> [What this task involves]:
Identify each line in the records below that contains the word "金牛大道金牛坝路", and copy it.

[Collected data entries]
[Start of section]

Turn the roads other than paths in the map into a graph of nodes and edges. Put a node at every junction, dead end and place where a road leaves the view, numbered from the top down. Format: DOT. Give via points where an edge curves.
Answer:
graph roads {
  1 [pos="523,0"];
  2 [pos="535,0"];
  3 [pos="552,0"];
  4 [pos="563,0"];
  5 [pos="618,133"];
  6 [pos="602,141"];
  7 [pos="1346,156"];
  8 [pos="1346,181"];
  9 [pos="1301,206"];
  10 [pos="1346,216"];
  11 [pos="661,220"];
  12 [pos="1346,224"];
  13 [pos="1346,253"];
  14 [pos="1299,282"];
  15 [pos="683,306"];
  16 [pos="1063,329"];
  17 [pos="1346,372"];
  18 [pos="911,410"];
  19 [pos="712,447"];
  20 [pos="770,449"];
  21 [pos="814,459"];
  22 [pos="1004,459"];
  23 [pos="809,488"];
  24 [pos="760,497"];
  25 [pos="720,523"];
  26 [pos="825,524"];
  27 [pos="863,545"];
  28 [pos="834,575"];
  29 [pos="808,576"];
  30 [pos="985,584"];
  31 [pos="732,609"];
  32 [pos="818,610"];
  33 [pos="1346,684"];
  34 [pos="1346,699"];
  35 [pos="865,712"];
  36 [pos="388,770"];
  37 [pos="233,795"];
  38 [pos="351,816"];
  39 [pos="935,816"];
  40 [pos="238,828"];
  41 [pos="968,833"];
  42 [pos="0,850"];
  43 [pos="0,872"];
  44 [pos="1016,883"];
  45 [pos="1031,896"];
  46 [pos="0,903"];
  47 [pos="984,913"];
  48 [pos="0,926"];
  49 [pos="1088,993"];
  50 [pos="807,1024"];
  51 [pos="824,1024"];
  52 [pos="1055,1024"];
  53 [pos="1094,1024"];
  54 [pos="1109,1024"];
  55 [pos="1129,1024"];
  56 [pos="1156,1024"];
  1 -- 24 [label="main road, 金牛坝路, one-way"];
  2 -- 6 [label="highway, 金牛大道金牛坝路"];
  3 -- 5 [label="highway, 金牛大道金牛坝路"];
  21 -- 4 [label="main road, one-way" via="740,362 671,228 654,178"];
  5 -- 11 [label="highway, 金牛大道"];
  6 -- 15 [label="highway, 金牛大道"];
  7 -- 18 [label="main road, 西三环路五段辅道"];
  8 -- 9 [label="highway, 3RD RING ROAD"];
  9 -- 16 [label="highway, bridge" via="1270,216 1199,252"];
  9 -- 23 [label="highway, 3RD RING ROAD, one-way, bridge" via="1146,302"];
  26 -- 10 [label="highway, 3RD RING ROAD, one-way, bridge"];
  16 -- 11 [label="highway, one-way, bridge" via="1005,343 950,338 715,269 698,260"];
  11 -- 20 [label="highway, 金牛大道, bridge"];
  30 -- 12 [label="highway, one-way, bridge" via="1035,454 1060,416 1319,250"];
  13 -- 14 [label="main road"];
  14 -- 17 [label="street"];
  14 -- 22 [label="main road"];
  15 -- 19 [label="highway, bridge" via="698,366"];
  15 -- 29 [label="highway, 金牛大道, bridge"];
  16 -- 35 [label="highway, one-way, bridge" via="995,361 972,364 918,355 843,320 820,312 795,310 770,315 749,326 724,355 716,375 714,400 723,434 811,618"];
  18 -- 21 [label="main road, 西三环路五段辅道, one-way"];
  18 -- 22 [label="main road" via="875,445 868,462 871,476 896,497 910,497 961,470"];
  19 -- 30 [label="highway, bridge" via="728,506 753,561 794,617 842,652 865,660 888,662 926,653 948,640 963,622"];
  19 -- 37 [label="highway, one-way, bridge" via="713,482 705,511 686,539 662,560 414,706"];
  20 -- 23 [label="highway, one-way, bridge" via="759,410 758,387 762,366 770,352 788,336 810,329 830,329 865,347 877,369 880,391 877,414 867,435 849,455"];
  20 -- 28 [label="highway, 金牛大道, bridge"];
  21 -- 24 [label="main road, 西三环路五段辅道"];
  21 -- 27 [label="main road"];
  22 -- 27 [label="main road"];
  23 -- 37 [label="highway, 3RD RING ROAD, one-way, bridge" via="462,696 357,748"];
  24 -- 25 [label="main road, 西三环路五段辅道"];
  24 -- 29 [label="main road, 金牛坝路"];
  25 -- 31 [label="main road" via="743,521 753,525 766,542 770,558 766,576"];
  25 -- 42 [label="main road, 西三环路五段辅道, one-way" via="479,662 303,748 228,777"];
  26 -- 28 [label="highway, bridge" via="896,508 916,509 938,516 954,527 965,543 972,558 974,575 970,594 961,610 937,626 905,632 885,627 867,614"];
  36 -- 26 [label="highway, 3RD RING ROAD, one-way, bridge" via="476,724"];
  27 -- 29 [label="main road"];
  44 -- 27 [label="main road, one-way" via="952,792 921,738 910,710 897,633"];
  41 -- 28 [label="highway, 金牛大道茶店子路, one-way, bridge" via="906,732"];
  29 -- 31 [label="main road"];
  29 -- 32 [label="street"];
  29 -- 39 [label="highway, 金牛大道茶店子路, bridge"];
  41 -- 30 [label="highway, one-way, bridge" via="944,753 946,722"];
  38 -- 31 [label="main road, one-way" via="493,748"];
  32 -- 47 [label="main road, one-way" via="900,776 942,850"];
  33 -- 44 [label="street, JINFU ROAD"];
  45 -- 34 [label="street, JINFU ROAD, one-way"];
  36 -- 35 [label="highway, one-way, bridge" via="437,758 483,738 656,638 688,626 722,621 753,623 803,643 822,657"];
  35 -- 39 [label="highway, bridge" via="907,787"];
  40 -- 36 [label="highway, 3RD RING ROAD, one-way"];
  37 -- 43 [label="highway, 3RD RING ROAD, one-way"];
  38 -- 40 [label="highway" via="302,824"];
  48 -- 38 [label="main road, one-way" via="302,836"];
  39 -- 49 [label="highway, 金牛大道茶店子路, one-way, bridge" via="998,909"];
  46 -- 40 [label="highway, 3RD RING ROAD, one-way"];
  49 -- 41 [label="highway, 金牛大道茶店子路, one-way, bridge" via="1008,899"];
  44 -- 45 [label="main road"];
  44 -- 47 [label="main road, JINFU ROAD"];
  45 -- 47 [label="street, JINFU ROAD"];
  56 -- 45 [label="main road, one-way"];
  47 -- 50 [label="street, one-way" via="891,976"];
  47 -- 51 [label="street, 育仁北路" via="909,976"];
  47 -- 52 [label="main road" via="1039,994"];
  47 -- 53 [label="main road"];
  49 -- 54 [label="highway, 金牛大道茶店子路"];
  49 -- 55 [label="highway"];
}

[End of section]

> [Exercise response]:
  2 -- 6 [label="highway, 金牛大道金牛坝路"];
  3 -- 5 [label="highway, 金牛大道金牛坝路"];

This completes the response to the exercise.